5  Building Reproducible Pipelines with Nix and {rixpress}

What you’ll have learned by the end of the chapter: how to orchestrate a fully reproducible, polyglot analytical pipeline using Nix as a build automation tool, and why this is a fundamentally more robust approach than using computational notebooks or other common workflow tools.

5.1 Introduction: From Scripts and Notebooks to Pipelines

So far, we have learned about the 3 main necessary pillars for building reproducible pipelines:

  1. Define Reproducible Environments with Nix and {rix} to ensure everyone uses the exact same versions of R, Python, and all system-level dependencies.
  2. Manage Reproducible History with Git to track every change to our code and collaborate effectively.
  3. Write Reproducible Logic with Functional Programming to create clean, testable, and predictable functions.

The last pillar is orchestration.

How do we take our collection of functions and data files and run them in the correct order to produce our final data product? This problem of managing computational workflows is not new, and a whole category of build automation tools has been created to solve it.

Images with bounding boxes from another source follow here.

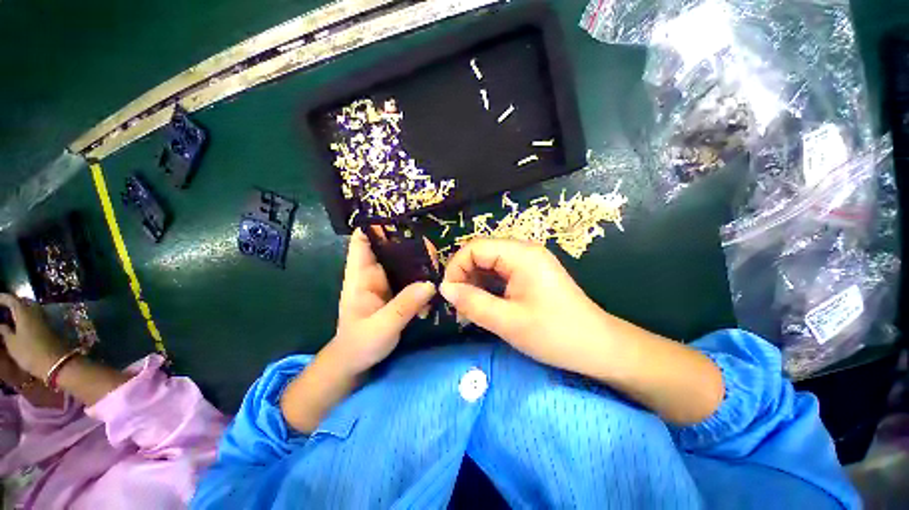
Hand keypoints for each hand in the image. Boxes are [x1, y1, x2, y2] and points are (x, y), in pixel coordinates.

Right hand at [0, 294, 68, 378]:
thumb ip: (5, 331)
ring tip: (11, 315)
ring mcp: (45, 319)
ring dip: (22, 309)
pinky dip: (28, 316)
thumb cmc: (30, 353)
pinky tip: (22, 323)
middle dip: (14, 302)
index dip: (3, 298)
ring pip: (32, 308)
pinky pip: (37, 316)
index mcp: (24, 312)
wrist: (56, 362)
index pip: (12, 300)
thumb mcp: (12, 343)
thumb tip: (1, 324)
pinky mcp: (50, 326)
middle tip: (4, 307)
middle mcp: (36, 312)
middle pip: (24, 302)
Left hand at [331, 229, 436, 373]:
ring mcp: (387, 282)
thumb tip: (431, 283)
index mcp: (361, 276)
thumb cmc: (360, 344)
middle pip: (389, 247)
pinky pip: (411, 276)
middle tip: (430, 243)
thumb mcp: (382, 326)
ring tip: (437, 257)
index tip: (399, 217)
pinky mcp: (397, 292)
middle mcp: (374, 273)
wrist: (357, 364)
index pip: (362, 240)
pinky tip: (435, 276)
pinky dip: (422, 274)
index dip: (375, 225)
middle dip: (408, 241)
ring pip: (403, 261)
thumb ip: (405, 305)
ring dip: (418, 258)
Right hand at [440, 239, 608, 373]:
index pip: (475, 247)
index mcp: (521, 255)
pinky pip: (501, 273)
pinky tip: (484, 304)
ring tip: (468, 307)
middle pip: (482, 253)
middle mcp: (524, 251)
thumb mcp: (507, 321)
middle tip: (458, 304)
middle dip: (465, 275)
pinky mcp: (531, 274)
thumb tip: (444, 288)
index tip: (449, 294)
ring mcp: (529, 262)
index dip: (456, 267)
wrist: (599, 348)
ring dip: (475, 282)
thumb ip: (472, 302)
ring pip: (490, 263)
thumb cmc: (555, 334)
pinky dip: (488, 286)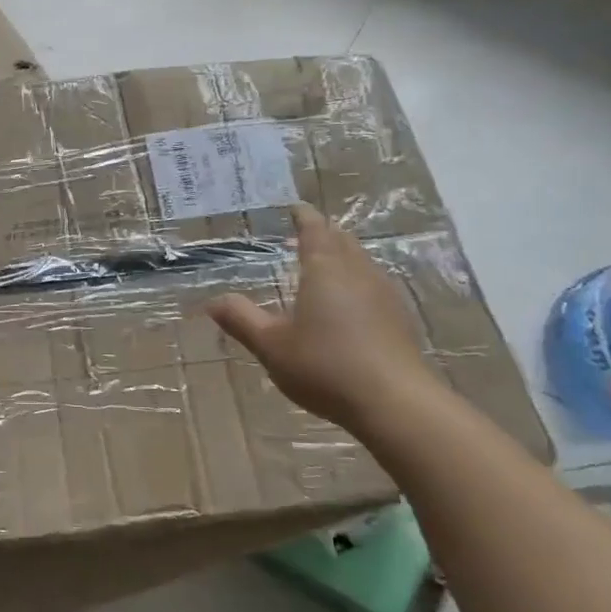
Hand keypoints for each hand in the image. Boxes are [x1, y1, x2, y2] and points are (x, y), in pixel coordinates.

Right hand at [207, 204, 442, 431]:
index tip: (294, 208)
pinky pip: (373, 283)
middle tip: (305, 233)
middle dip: (323, 232)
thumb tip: (212, 301)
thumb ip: (241, 319)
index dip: (303, 216)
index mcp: (324, 269)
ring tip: (323, 263)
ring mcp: (383, 294)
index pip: (314, 229)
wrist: (395, 404)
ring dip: (342, 255)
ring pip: (361, 261)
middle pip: (341, 240)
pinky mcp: (398, 319)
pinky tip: (349, 301)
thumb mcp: (271, 345)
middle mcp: (357, 272)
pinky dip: (356, 279)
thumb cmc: (325, 366)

The original solution to this problem, dating back to the 1970s, is make. Created by Stuart Feldman at Bell Labs in 1976, make was born out of frustration. Feldman, working on his Fortran programs, was tired of the tedious and error-prone process of manually re-compiling only the necessary parts of his code after making a change. He designed make to read a Makefile that describes the dependency graph of a project. You tell it that report.pdf depends on plot.png. If you change the code that generates plot.png, make is smart enough to only re-run the steps needed to rebuild the plot and the final report. General-purpose tools like waf follow a similar philosophy.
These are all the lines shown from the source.